组织操作不受cgroup策略的阻塞,因此pids.current可能大于pids.max。这可以通过将限制设置为小于pids.current的值,或者将足够多的进程附加到cgroup中,使得pids.current大于pids.max来实现。但是,无法通过fork()或clone()违反cgroup PID策略。如果创建新进程会违反cgroup策略,则会返回-EAGAIN。

Cpuset

The "cpuset" controller provides a mechanism for constraining the CPU and memory node placement of tasks to only the resources specified in the cpuset interface files in a task's current cgroup. This is especially valuable on large NUMA systems where placing jobs on properly sized subsets of the systems with careful processor and memory placement to reduce cross-node memory access and contention can improve overall system performance.
"cpuset"控制器提供了一种机制,用于将任务的CPU和内存节点限制为仅使用任务当前cgroup中cpuset接口文件中指定的资源。这在大型NUMA系统上特别有价值,可以通过将作业放置在正确大小的系统子集上,并进行仔细的处理器和内存放置,以减少跨节点内存访问和争用,从而提高整个系统的性能。

The "cpuset" controller is hierarchical. That means the controller cannot use CPUs or memory nodes not allowed in its parent.
"cpuset"控制器是分层的。

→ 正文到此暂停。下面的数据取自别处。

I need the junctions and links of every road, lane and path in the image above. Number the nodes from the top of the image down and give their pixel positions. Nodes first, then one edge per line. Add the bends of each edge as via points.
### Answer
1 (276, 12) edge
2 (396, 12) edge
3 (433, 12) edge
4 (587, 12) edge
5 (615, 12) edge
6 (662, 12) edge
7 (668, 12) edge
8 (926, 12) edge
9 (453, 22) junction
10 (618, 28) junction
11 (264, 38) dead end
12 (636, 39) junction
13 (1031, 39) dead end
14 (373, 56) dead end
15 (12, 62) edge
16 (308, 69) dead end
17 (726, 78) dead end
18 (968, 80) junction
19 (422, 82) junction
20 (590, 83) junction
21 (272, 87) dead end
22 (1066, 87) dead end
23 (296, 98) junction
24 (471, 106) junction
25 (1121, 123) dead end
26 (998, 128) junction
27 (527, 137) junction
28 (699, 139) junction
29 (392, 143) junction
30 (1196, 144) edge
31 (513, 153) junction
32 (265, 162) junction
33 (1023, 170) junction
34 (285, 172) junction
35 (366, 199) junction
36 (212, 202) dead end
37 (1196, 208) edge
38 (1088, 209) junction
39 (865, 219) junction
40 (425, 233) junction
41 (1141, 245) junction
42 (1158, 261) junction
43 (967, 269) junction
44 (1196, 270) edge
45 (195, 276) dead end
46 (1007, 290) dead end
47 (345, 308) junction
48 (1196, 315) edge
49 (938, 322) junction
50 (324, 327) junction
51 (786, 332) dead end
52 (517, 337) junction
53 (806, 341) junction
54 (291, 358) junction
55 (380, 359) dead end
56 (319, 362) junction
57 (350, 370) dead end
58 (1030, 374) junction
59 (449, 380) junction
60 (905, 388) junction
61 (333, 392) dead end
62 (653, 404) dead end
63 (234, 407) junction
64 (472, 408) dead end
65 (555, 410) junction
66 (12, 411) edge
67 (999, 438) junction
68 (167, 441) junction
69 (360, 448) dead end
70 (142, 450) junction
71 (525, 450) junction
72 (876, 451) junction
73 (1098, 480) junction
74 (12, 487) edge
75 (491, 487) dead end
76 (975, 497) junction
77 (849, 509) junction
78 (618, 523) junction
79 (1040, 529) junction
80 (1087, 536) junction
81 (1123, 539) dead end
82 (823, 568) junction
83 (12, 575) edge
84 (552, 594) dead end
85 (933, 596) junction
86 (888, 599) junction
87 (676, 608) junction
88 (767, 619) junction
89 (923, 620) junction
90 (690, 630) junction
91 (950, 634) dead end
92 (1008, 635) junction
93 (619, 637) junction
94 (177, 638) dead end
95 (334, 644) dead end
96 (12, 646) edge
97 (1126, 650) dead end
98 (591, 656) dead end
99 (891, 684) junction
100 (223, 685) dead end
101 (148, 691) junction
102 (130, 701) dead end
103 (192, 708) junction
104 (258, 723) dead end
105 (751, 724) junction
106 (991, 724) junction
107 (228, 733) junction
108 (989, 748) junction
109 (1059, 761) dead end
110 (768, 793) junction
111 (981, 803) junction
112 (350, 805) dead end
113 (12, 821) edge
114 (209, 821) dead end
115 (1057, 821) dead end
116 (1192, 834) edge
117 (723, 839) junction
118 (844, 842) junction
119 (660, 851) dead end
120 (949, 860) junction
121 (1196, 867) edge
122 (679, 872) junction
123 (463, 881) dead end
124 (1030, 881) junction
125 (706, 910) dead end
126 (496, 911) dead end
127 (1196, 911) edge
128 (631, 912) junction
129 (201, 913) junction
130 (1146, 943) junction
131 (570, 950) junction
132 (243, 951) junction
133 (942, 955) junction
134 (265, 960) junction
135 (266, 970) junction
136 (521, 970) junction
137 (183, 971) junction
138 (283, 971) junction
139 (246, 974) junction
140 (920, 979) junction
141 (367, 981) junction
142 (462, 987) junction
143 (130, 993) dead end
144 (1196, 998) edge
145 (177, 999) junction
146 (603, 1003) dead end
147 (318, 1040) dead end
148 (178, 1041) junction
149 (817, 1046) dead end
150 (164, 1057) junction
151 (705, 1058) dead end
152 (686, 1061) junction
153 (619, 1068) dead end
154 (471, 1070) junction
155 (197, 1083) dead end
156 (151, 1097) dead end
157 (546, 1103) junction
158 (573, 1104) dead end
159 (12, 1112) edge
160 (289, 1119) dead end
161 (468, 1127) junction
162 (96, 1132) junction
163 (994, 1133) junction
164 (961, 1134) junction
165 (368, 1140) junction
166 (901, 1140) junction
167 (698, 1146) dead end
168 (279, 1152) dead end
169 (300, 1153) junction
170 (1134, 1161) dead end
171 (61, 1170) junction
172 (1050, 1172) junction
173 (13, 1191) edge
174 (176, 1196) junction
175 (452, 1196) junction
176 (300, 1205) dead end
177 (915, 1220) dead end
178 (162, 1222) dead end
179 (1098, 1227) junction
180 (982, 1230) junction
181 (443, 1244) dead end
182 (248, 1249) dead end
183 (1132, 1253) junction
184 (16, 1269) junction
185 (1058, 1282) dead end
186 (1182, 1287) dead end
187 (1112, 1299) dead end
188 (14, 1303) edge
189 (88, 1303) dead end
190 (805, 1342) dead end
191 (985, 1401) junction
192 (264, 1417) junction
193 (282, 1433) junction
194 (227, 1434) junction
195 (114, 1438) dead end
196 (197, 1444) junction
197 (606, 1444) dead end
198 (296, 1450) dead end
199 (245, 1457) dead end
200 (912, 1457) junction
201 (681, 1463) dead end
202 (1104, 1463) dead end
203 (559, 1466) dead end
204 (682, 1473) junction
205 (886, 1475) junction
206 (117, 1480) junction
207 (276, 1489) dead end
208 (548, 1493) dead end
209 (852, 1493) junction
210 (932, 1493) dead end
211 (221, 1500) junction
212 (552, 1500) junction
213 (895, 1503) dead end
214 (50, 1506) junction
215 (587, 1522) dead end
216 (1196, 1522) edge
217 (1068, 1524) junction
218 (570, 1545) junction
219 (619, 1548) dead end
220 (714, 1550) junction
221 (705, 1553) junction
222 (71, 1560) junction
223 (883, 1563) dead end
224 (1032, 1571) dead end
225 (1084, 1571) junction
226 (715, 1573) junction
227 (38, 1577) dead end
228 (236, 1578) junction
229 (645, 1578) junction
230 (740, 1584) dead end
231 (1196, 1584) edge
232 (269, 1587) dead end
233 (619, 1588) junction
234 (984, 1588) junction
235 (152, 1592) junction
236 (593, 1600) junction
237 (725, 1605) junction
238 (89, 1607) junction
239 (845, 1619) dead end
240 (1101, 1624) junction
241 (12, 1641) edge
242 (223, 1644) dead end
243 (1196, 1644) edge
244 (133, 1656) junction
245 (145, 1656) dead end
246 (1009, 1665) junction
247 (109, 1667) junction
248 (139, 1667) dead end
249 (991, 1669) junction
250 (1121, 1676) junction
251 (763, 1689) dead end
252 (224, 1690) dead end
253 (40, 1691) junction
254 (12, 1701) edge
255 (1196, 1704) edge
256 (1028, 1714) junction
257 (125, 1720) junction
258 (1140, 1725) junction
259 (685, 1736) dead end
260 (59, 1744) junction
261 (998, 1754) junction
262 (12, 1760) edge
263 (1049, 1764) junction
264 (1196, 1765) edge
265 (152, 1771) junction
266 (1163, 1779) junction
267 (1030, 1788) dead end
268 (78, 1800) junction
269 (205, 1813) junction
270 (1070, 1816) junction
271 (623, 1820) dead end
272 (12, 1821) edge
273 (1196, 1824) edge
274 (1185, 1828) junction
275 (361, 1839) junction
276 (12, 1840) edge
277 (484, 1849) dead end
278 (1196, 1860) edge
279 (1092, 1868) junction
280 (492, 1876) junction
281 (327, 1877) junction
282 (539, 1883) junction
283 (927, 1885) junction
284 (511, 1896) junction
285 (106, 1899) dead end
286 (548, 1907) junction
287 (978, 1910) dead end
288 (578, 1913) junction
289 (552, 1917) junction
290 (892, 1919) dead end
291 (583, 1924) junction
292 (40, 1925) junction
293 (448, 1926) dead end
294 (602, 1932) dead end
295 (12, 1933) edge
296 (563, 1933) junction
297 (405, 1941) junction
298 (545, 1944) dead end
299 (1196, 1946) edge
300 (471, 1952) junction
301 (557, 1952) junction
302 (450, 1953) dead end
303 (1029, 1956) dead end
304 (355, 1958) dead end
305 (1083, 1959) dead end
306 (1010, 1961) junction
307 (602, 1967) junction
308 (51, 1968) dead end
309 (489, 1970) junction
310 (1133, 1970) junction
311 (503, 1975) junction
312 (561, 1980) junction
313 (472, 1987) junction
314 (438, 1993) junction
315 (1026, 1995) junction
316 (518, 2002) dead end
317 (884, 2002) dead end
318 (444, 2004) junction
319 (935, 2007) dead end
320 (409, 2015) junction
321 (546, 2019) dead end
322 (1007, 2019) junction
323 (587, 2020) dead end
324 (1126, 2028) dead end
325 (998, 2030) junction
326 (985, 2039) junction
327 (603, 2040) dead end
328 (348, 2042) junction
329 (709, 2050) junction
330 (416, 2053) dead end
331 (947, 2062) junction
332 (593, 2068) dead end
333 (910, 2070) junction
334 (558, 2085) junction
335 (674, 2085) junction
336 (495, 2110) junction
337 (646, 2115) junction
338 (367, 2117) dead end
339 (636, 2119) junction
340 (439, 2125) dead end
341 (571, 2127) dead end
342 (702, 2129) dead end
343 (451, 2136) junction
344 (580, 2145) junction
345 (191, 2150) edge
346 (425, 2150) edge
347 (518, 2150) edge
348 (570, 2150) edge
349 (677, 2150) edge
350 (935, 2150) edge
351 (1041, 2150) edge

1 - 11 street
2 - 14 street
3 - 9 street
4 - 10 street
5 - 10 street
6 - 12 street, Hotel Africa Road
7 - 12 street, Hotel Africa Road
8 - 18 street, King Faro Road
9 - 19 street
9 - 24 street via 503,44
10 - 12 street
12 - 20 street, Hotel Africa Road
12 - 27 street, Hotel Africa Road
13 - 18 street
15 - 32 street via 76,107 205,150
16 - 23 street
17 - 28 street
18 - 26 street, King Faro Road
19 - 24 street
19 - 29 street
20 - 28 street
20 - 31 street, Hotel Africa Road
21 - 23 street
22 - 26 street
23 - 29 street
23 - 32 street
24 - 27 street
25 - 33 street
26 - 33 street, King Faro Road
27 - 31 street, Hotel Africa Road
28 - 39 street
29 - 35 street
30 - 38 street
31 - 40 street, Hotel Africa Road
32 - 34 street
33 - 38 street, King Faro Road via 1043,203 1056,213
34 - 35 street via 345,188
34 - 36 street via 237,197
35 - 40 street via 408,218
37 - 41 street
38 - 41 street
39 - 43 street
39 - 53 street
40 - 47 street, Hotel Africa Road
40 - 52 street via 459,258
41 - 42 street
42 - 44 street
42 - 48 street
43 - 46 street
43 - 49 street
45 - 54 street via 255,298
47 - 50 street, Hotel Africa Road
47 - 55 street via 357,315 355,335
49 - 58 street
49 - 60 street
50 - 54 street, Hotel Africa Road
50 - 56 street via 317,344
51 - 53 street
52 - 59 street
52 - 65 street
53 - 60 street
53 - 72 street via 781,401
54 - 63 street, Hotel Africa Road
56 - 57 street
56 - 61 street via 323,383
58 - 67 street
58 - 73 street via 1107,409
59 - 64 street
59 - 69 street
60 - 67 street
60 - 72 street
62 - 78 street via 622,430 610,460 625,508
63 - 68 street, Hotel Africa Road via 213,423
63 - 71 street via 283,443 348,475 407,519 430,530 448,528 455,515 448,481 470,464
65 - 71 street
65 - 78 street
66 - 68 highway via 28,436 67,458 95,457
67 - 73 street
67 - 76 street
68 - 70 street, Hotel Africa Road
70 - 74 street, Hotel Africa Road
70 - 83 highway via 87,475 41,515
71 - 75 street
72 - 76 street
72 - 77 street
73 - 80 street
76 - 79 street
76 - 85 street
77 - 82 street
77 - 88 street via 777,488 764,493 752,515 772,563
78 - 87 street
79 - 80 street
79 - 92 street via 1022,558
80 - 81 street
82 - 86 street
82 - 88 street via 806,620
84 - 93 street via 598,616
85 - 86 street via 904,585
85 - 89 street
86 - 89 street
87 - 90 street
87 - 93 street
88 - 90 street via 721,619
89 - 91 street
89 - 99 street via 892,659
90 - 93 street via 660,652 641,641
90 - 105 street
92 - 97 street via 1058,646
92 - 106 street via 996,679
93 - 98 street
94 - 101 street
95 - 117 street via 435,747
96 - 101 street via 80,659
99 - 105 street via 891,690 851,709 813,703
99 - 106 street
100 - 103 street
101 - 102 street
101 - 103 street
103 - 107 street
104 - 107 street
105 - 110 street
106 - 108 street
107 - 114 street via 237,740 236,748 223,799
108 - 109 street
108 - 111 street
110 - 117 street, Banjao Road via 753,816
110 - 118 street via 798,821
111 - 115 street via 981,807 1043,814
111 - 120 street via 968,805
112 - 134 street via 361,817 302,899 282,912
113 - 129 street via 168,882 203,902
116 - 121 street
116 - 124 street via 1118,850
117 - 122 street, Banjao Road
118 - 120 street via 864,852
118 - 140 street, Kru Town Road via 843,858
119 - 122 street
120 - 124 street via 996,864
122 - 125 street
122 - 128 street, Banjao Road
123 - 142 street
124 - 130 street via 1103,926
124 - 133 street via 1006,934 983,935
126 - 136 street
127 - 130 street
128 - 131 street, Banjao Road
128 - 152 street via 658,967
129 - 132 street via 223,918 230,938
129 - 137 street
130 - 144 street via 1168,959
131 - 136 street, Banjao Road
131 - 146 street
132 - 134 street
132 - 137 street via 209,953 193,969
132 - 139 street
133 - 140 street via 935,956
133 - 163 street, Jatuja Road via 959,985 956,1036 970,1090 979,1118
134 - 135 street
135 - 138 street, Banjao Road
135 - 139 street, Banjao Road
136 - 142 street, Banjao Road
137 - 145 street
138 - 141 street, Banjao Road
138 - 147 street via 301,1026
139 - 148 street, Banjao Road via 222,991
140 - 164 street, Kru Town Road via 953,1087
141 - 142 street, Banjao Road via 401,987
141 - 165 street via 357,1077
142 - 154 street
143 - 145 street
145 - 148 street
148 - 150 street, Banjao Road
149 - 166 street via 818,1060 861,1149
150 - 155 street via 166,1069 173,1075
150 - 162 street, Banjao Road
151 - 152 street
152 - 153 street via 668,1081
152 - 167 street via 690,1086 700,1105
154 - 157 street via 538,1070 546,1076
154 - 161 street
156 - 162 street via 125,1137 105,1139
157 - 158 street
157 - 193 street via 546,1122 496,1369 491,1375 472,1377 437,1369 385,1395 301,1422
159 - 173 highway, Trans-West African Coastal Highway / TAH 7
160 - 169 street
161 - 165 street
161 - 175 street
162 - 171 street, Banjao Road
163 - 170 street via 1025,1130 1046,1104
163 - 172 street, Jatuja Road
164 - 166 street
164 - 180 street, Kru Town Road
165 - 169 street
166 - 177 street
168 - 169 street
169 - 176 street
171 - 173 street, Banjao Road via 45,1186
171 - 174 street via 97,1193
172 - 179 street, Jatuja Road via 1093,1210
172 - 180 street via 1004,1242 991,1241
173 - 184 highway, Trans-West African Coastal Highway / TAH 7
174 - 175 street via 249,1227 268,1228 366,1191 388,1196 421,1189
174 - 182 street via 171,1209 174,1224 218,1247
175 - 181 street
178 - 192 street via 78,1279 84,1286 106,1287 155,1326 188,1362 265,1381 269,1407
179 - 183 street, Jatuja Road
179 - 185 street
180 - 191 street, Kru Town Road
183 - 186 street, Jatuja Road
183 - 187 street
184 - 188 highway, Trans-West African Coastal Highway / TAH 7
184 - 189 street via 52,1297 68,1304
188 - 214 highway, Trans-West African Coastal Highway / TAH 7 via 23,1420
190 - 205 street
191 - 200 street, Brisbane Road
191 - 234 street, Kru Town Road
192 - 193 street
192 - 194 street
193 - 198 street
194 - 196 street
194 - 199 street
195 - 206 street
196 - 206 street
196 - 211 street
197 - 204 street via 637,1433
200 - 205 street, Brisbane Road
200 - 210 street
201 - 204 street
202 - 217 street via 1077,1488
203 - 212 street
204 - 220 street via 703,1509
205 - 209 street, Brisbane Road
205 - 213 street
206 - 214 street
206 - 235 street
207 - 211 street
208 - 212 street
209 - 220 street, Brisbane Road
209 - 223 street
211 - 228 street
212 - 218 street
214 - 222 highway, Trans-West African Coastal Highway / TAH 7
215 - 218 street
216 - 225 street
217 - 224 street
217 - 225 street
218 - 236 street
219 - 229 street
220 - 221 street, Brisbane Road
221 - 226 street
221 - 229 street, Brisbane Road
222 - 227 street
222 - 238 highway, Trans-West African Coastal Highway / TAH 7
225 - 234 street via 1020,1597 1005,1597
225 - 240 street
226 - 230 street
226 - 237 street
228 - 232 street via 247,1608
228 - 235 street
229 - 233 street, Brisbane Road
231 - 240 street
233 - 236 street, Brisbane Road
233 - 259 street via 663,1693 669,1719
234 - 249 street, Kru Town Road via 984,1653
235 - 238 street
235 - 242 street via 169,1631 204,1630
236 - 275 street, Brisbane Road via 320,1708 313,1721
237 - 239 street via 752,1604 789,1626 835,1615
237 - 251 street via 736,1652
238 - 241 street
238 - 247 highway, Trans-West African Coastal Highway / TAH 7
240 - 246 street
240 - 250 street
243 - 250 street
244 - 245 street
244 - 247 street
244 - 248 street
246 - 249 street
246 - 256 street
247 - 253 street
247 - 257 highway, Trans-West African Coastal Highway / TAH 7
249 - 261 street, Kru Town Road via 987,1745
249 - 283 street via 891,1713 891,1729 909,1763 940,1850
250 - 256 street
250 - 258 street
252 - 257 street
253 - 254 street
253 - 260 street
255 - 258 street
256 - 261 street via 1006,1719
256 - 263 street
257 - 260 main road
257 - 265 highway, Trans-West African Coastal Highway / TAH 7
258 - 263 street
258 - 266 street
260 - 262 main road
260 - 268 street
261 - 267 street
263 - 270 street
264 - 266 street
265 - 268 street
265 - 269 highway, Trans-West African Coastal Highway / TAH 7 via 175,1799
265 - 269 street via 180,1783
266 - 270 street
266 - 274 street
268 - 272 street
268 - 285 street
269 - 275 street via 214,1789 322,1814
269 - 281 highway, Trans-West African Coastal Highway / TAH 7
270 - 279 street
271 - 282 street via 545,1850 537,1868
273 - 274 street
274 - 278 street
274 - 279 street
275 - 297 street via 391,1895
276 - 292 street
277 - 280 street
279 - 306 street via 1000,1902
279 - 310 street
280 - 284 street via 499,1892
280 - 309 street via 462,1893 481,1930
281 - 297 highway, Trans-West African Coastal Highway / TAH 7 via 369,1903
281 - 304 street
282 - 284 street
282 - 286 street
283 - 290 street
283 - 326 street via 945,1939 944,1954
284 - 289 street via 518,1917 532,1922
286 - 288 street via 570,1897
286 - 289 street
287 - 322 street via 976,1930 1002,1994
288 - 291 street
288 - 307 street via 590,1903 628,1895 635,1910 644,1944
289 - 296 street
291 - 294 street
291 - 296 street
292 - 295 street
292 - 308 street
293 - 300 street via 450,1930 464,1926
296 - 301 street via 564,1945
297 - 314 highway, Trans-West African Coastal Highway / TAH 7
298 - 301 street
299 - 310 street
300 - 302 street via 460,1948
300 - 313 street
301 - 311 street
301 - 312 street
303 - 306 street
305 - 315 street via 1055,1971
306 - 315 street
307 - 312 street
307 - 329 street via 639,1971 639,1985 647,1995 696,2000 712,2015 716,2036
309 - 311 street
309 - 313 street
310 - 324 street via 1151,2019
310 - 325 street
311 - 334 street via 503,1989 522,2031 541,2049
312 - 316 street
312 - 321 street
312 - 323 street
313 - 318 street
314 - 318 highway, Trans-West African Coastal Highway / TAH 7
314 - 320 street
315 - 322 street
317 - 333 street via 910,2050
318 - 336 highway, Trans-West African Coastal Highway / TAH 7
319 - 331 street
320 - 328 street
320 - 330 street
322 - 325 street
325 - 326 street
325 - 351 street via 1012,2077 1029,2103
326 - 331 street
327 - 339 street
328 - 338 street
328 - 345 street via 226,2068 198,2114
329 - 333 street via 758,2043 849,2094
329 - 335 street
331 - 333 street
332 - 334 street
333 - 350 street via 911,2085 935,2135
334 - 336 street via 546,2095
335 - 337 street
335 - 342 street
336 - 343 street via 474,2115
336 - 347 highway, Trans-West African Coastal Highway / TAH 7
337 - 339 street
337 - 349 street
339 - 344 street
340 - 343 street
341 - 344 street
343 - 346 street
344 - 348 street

这意味着控制器不能使用其父级不允许的CPU或内存节点。

Cpuset Interface Files

Cpuset接口文件

  • cpuset.cpus
    A read-write multiple values file which exists on non-root cpuset-enabled cgroups.
    非根cpuset启用的cgroup上存在的可读写多值文件。

    It lists the requested CPUs to be used by tasks within this cgroup. The actual list of CPUs to be granted, however, is subjected to constraints imposed by its parent and can differ from the requested CPUs.
    它列出了此cgroup中的任务要使用的请求CPU。然而,实际授予的CPU列表受其父级施加的约束限制,并且可能与请求的CPU不同。

    The CPU numbers are comma-separated numbers or ranges. For example:
    CPU编号是逗号分隔的数字或范围。例如:
    # cat cpuset.cpus 0-4,6,8-10
    An empty value indicates that the cgroup is using the same setting as the nearest cgroup ancestor with a non-empty "cpuset.cpus" or all the available CPUs if none is found.
    空值表示cgroup正在使用与最近的非空"cpuset.cpus"的cgroup祖先相同的设置,或者如果找不到,则使用所有可用的CPU。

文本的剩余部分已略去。